The problem → Copy every entry in the listing below exactly, but not the pictures.

Dataset records →

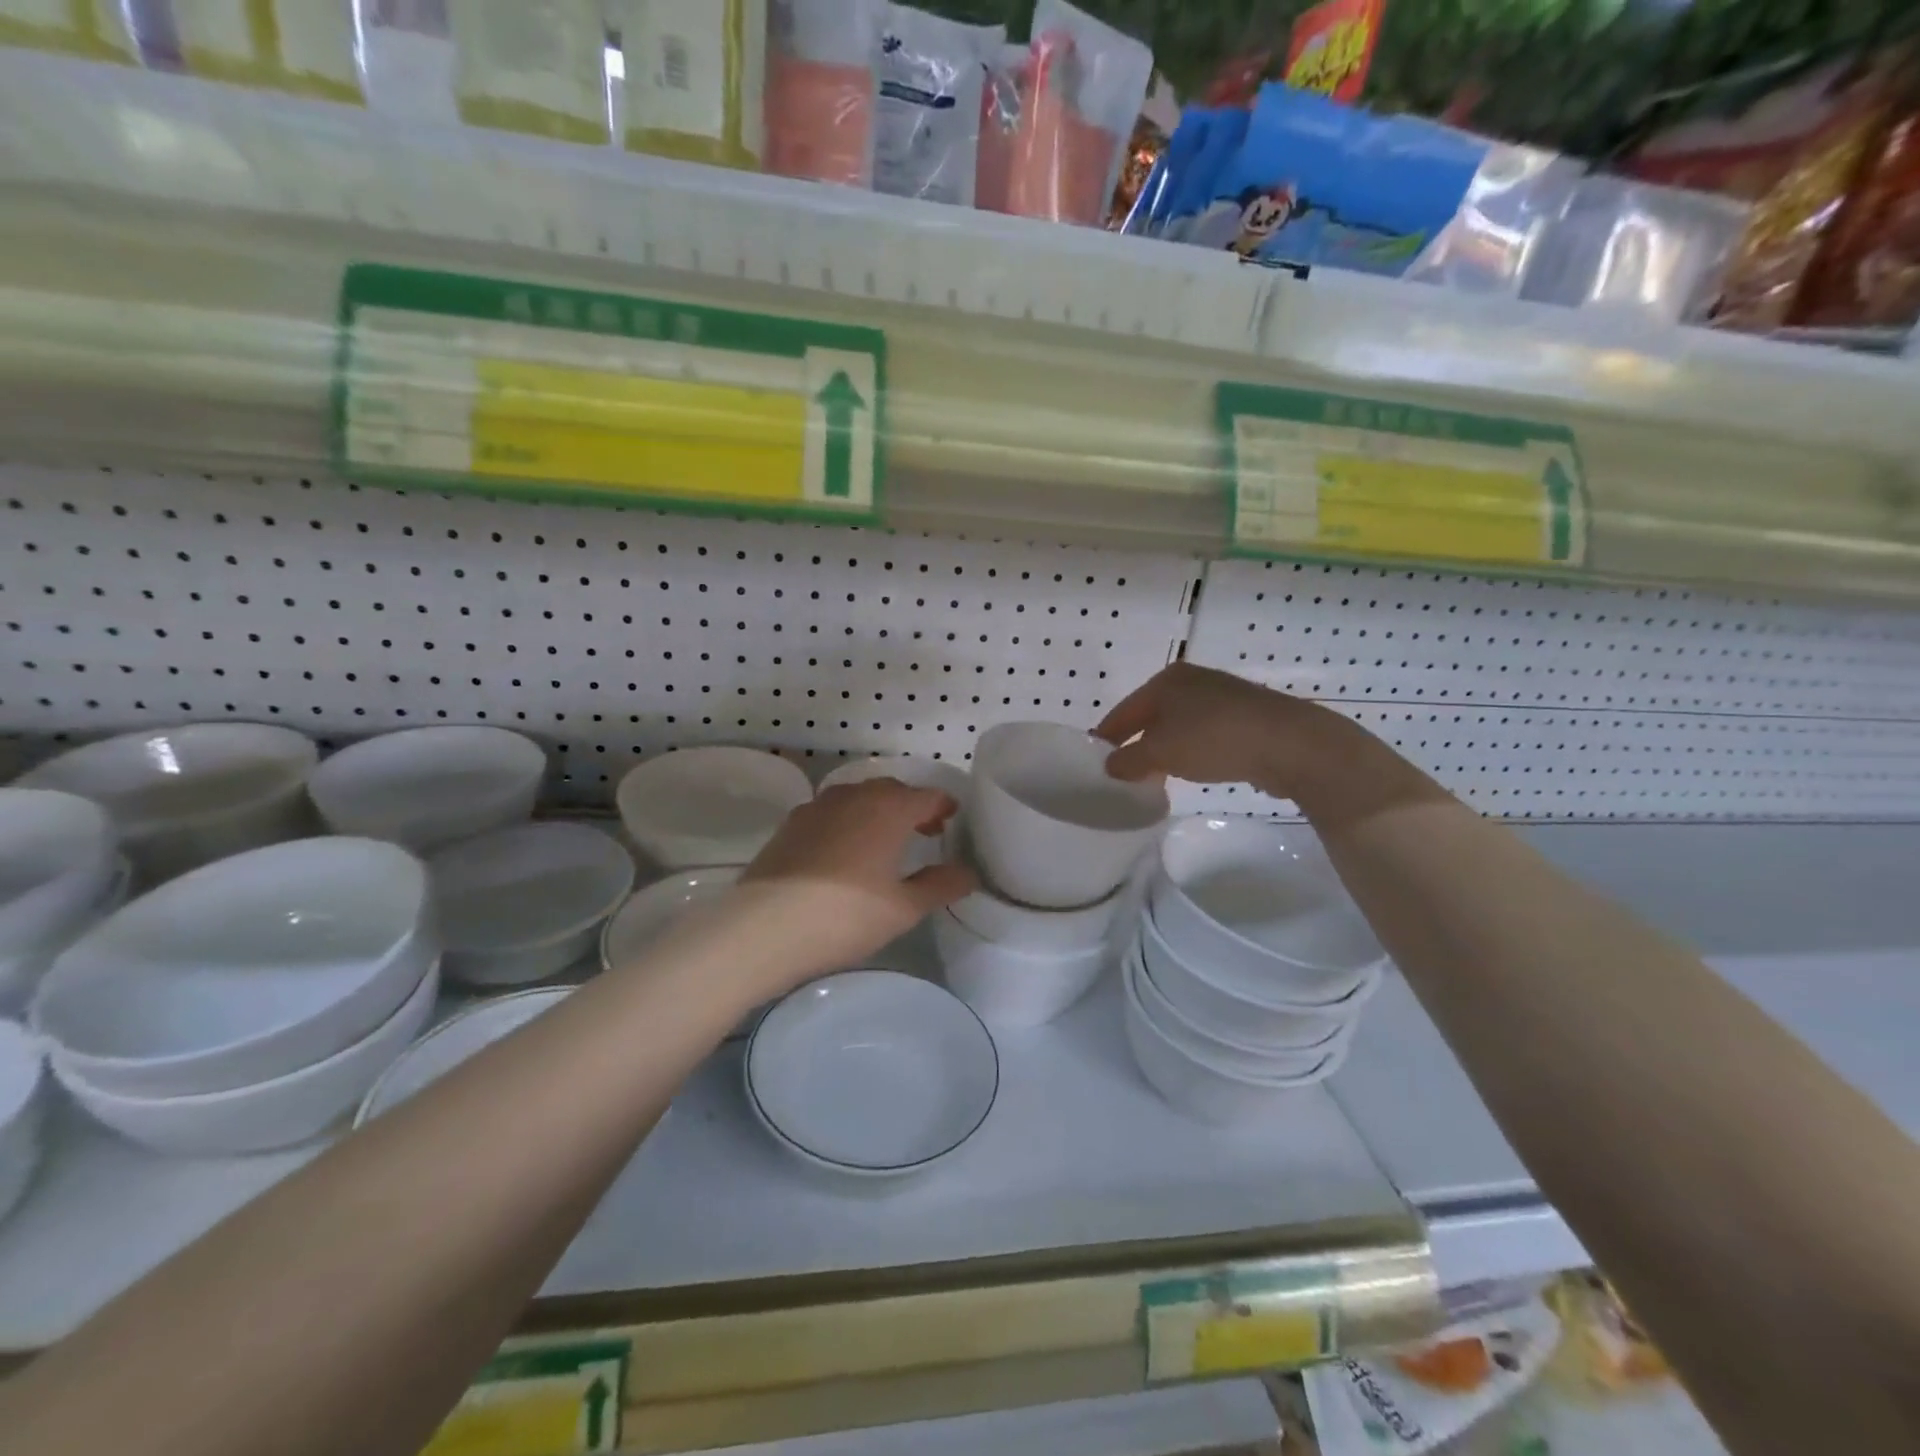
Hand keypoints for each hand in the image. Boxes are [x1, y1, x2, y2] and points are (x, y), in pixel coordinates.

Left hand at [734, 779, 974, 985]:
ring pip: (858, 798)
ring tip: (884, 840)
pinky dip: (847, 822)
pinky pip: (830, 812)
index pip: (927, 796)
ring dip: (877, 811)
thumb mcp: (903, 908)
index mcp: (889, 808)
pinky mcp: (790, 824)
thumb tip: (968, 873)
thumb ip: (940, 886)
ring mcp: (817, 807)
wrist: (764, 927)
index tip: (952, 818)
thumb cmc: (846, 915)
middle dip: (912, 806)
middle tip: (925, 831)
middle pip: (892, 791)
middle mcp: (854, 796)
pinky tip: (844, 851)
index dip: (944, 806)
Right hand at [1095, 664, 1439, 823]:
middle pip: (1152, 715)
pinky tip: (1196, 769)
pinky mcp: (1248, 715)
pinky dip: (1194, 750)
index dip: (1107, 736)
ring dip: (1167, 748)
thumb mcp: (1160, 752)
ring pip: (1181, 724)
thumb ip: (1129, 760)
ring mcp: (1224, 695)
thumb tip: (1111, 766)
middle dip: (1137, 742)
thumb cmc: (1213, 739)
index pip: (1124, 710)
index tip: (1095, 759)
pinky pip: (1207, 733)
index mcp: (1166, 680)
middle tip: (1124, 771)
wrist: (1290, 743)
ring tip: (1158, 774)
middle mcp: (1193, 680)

Solution to the exercise →
Hand keypoints for each hand in the image. Boxes are [x1, y1, x2, y2] and points are (x, y), in pixel coordinates.

Left hand at [734, 779, 974, 985]:
ring pip: (858, 798)
ring tip: (884, 840)
pinky dip: (847, 822)
pinky pip: (830, 812)
index pip: (927, 796)
ring dip: (877, 811)
thumb mcp: (903, 908)
index mcp: (889, 808)
pinky mcp: (790, 824)
thumb tip: (968, 873)
thumb ip: (940, 886)
ring mcp: (817, 807)
wrist: (764, 927)
index tip: (952, 818)
thumb cmc: (846, 915)
middle dip: (912, 806)
middle tip: (925, 831)
middle pip: (892, 791)
middle mcp: (854, 796)
pinky tip: (844, 851)
index dip: (944, 806)
Right hand at [1095, 664, 1439, 823]:
middle pip: (1152, 715)
pinky tip: (1196, 769)
pinky mcp: (1248, 715)
pinky dip: (1194, 750)
index dip: (1107, 736)
ring dip: (1167, 748)
thumb mcp: (1160, 752)
ring pip: (1181, 724)
thumb ip: (1129, 760)
ring mcp: (1224, 695)
thumb tip: (1111, 766)
middle dip: (1137, 742)
thumb cmc: (1213, 739)
index pip: (1124, 710)
index tip: (1095, 759)
pinky pip: (1207, 733)
index mcp: (1166, 680)
middle tip: (1124, 771)
wrist: (1290, 743)
ring tip: (1158, 774)
middle mcp: (1193, 680)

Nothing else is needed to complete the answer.